Como as cientistas sociais brasileiras reagiram à pandemia

Rodrigo Toniol Miriam Grossi Sobre os autores

Resumo

Neste artigo propomos uma avaliação crítica e situacional sobre a produção das cientistas sociais brasileiras sobre a pandemia de Covid-19. Trata-se de um balanço situado pelo fenômeno da pandemia, mas, procuramos explicitar, também indicativo de características mais gerais da produção científica das ciências sociais brasileiras.
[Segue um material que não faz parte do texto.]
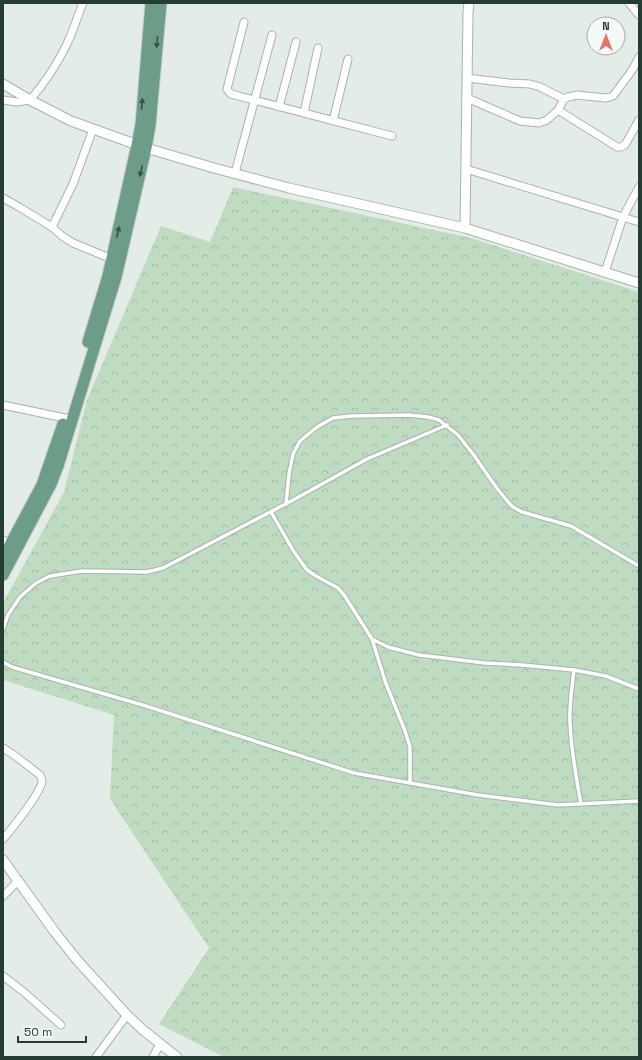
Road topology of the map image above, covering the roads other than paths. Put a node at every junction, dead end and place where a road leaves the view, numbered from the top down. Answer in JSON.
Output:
{"nodes":[{"id":1,"x":83,"y":3,"type":"edge"},
{"id":2,"x":151,"y":3,"type":"edge"},
{"id":3,"x":469,"y":3,"type":"edge"},
{"id":4,"x":629,"y":3,"type":"edge"},
{"id":5,"x":639,"y":16,"type":"edge"},
{"id":6,"x":244,"y":22,"type":"dead end"},
{"id":7,"x":272,"y":35,"type":"dead end"},
{"id":8,"x":296,"y":42,"type":"dead end"},
{"id":9,"x":318,"y":48,"type":"dead end"},
{"id":10,"x":639,"y":56,"type":"edge"},
{"id":11,"x":348,"y":59,"type":"dead end"},
{"id":12,"x":467,"y":78,"type":"junction"},
{"id":13,"x":3,"y":84,"type":"edge"},
{"id":14,"x":467,"y":98,"type":"junction"},
{"id":15,"x":564,"y":99,"type":"junction"},
{"id":16,"x":3,"y":100,"type":"edge"},
{"id":17,"x":30,"y":100,"type":"junction"},
{"id":18,"x":255,"y":101,"type":"junction"},
{"id":19,"x":279,"y":107,"type":"junction"},
{"id":20,"x":558,"y":110,"type":"junction"},
{"id":21,"x":304,"y":113,"type":"junction"},
{"id":22,"x":639,"y":120,"type":"edge"},
{"id":23,"x":333,"y":121,"type":"junction"},
{"id":24,"x":93,"y":129,"type":"junction"},
{"id":25,"x":392,"y":136,"type":"dead end"},
{"id":26,"x":142,"y":147,"type":"junction"},
{"id":27,"x":466,"y":169,"type":"junction"},
{"id":28,"x":235,"y":173,"type":"junction"},
{"id":29,"x":639,"y":187,"type":"edge"},
{"id":30,"x":3,"y":198,"type":"edge"},
{"id":31,"x":623,"y":217,"type":"junction"},
{"id":32,"x":639,"y":222,"type":"edge"},
{"id":33,"x":52,"y":227,"type":"junction"},
{"id":34,"x":465,"y":228,"type":"junction"},
{"id":35,"x":112,"y":259,"type":"junction"},
{"id":36,"x":605,"y":272,"type":"junction"},
{"id":37,"x":639,"y":283,"type":"edge"},
{"id":38,"x":3,"y":405,"type":"edge"},
{"id":39,"x":65,"y":418,"type":"junction"},
{"id":40,"x":447,"y":425,"type":"junction"},
{"id":41,"x":286,"y":504,"type":"junction"},
{"id":42,"x":271,"y":512,"type":"junction"},
{"id":43,"x":6,"y":543,"type":"edge"},
{"id":44,"x":3,"y":558,"type":"edge"},
{"id":45,"x":639,"y":566,"type":"edge"},
{"id":46,"x":3,"y":575,"type":"edge"},
{"id":47,"x":3,"y":629,"type":"edge"},
{"id":48,"x":372,"y":639,"type":"junction"},
{"id":49,"x":3,"y":662,"type":"edge"},
{"id":50,"x":574,"y":670,"type":"junction"},
{"id":51,"x":639,"y":689,"type":"edge"},
{"id":52,"x":3,"y":748,"type":"edge"},
{"id":53,"x":410,"y":783,"type":"junction"},
{"id":54,"x":639,"y":801,"type":"edge"},
{"id":55,"x":580,"y":804,"type":"junction"},
{"id":56,"x":3,"y":839,"type":"edge"},
{"id":57,"x":3,"y":860,"type":"edge"},
{"id":58,"x":18,"y":881,"type":"junction"},
{"id":59,"x":3,"y":896,"type":"edge"},
{"id":60,"x":3,"y":976,"type":"edge"},
{"id":61,"x":127,"y":1015,"type":"junction"},
{"id":62,"x":61,"y":1025,"type":"dead end"},
{"id":63,"x":160,"y":1044,"type":"junction"},
{"id":64,"x":96,"y":1057,"type":"edge"},
{"id":65,"x":153,"y":1057,"type":"edge"},
{"id":66,"x":177,"y":1057,"type":"edge"}],
"edges":[{"from":1,"to":17,"type":"street"},
{"from":2,"to":26,"type":"main road"},
{"from":3,"to":12,"type":"street"},
{"from":4,"to":5,"type":"street"},
{"from":6,"to":18,"type":"street"},
{"from":7,"to":18,"type":"street"},
{"from":8,"to":19,"type":"street"},
{"from":9,"to":21,"type":"street"},
{"from":10,"to":15,"type":"street"},
{"from":11,"to":23,"type":"street"},
{"from":12,"to":14,"type":"street"},
{"from":12,"to":15,"type":"street"},
{"from":13,"to":17,"type":"street"},
{"from":14,"to":20,"type":"street"},
{"from":14,"to":27,"type":"street"},
{"from":15,"to":20,"type":"street"},
{"from":16,"to":17,"type":"street"},
{"from":17,"to":24,"type":"street"},
{"from":18,"to":19,"type":"street"},
{"from":18,"to":28,"type":"street"},
{"from":19,"to":21,"type":"street"},
{"from":20,"to":22,"type":"street"},
{"from":21,"to":23,"type":"street"},
{"from":23,"to":25,"type":"street"},
{"from":24,"to":26,"type":"street"},
{"from":24,"to":33,"type":"street"},
{"from":26,"to":28,"type":"street"},
{"from":35,"to":26,"type":"main road","one_way":true},
{"from":26,"to":46,"type":"main road","one_way":true},
{"from":27,"to":31,"type":"street"},
{"from":27,"to":34,"type":"street"},
{"from":28,"to":34,"type":"street"},
{"from":29,"to":31,"type":"street"},
{"from":30,"to":33,"type":"street"},
{"from":31,"to":32,"type":"street"},
{"from":31,"to":36,"type":"street"},
{"from":33,"to":35,"type":"street"},
{"from":34,"to":36,"type":"street"},
{"from":35,"to":39,"type":"main road"},
{"from":36,"to":37,"type":"street"},
{"from":38,"to":39,"type":"street"},
{"from":39,"to":43,"type":"main road"},
{"from":40,"to":41,"type":"lane"},
{"from":40,"to":41,"type":"lane"},
{"from":40,"to":45,"type":"lane"},
{"from":41,"to":42,"type":"lane"},
{"from":42,"to":47,"type":"lane"},
{"from":42,"to":48,"type":"lane"},
{"from":43,"to":44,"type":"main road"},
{"from":48,"to":50,"type":"lane"},
{"from":48,"to":53,"type":"lane"},
{"from":49,"to":53,"type":"lane"},
{"from":50,"to":51,"type":"lane"},
{"from":50,"to":55,"type":"lane"},
{"from":52,"to":56,"type":"street"},
{"from":53,"to":55,"type":"lane"},
{"from":54,"to":55,"type":"lane"},
{"from":57,"to":58,"type":"street"},
{"from":58,"to":59,"type":"street"},
{"from":58,"to":61,"type":"street"},
{"from":60,"to":62,"type":"street"},
{"from":61,"to":63,"type":"street"},
{"from":61,"to":64,"type":"street"},
{"from":63,"to":65,"type":"street"},
{"from":63,"to":66,"type":"street"}]}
Para tanto, tomamos como referência a publicação que iniciou o movimento de reflexões públicas das ciências sociais no Brasil sobre a pandemia, o Boletim Cientistas Sociais e Coronavírus publicado diariamente pela Associação Nacional de Pós-Graduação e Pesquisa em Ciências Sociais (Anpocs) em parceria com outras associações científicas (ABA, SBS, ABCP e ACSRM). Destacamos como essa reação à pandemia dialoga e contrasta com a tradição dos debates que articulam as ciências sociais com a área da saúde. Também oferecemos uma reflexão geral e um esquema de classificação do amplo conjunto de textos deste boletim, escritos “no calor da hora” por cientistas sociais na tentativa de compreender a pandemia e seus efeitos. Realizamos, por fim, uma análise descritiva das características dos textos do boletim, desdobrando-as em apontamentos mais amplos, capazes de indicar transformações que marcaram institucionalmente as ciências sociais no Brasil na segunda década do século XX.